» **REQUIREMENT**
Please transcribe exactly the lines from the one containing "thumb mcp: (1261, 927)" through the end of the records below, both included, and nothing else.

[LISTED RECORDS]

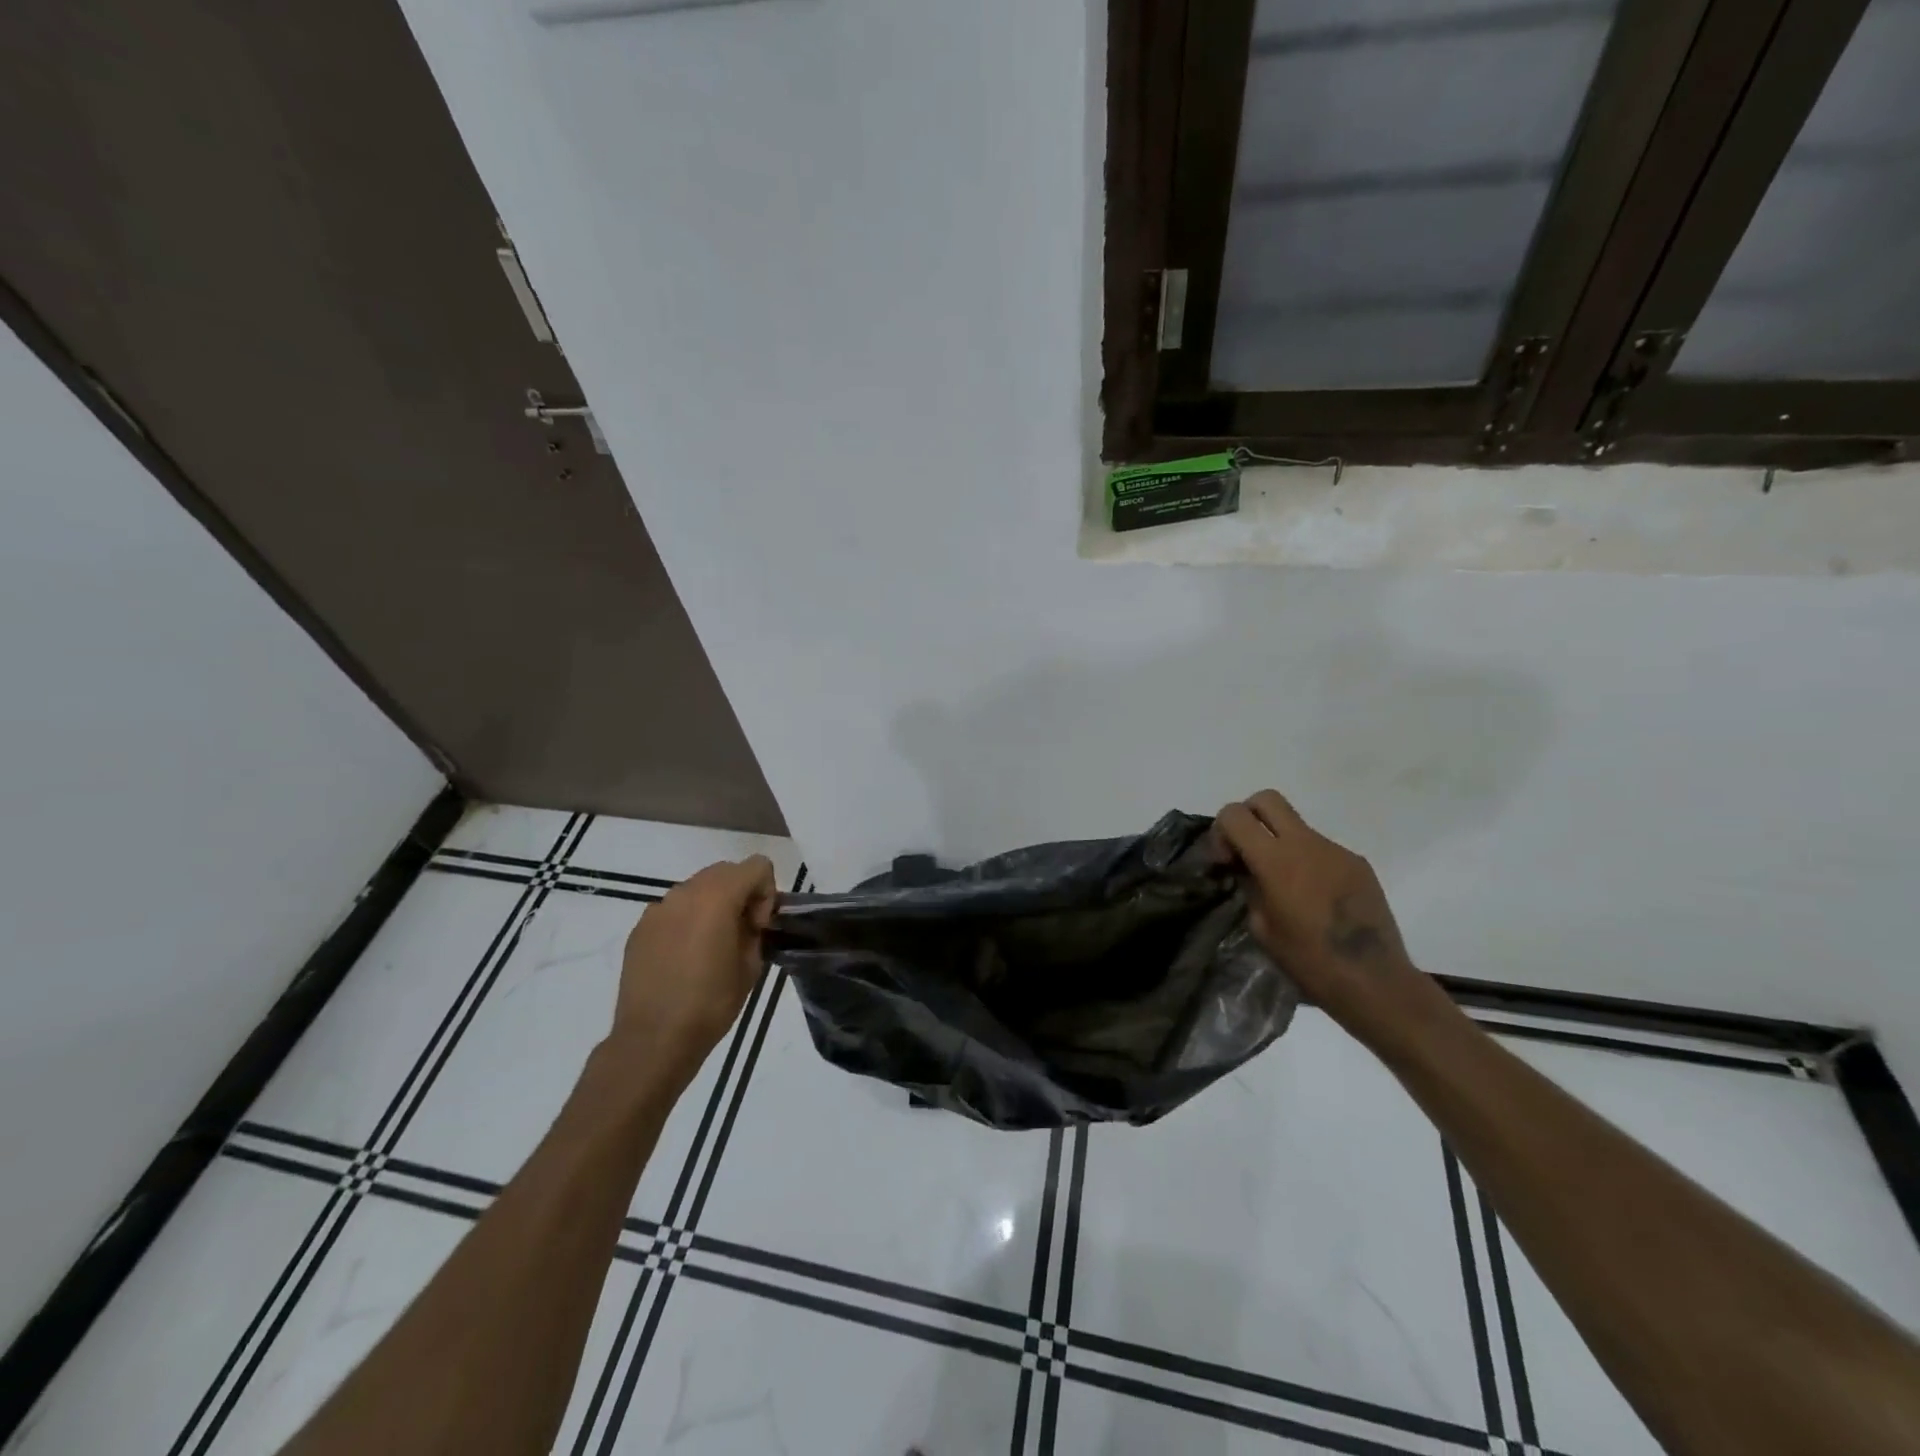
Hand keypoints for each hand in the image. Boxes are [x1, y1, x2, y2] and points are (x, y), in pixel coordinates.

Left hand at [609, 856, 778, 1090]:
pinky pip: (673, 910)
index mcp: (717, 897)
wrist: (653, 1039)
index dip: (766, 893)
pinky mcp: (640, 928)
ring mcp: (658, 909)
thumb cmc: (710, 1004)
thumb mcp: (750, 966)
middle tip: (741, 933)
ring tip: (711, 946)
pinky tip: (685, 958)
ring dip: (713, 905)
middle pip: (726, 871)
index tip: (758, 927)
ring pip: (697, 888)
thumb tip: (747, 922)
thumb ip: (753, 931)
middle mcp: (685, 892)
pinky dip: (687, 921)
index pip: (757, 866)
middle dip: (741, 893)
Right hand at [1215, 790, 1427, 1034]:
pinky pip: (1321, 849)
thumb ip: (1250, 887)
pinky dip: (1308, 862)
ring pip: (1296, 825)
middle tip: (1247, 852)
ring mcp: (1336, 850)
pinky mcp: (1358, 864)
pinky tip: (1314, 898)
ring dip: (1280, 843)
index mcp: (1276, 860)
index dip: (1222, 831)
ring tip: (1284, 885)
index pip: (1235, 814)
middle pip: (1267, 799)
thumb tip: (1247, 870)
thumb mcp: (1261, 927)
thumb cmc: (1308, 961)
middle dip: (1249, 817)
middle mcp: (1306, 844)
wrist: (1375, 982)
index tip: (1227, 862)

[/LISTED RECORDS]

» **WORKED SOLUTION**
thumb mcp: (1261, 927)
thumb cmc: (1308, 961)
middle dip: (1249, 817)
middle mcp: (1306, 844)
wrist: (1375, 982)
index tip: (1227, 862)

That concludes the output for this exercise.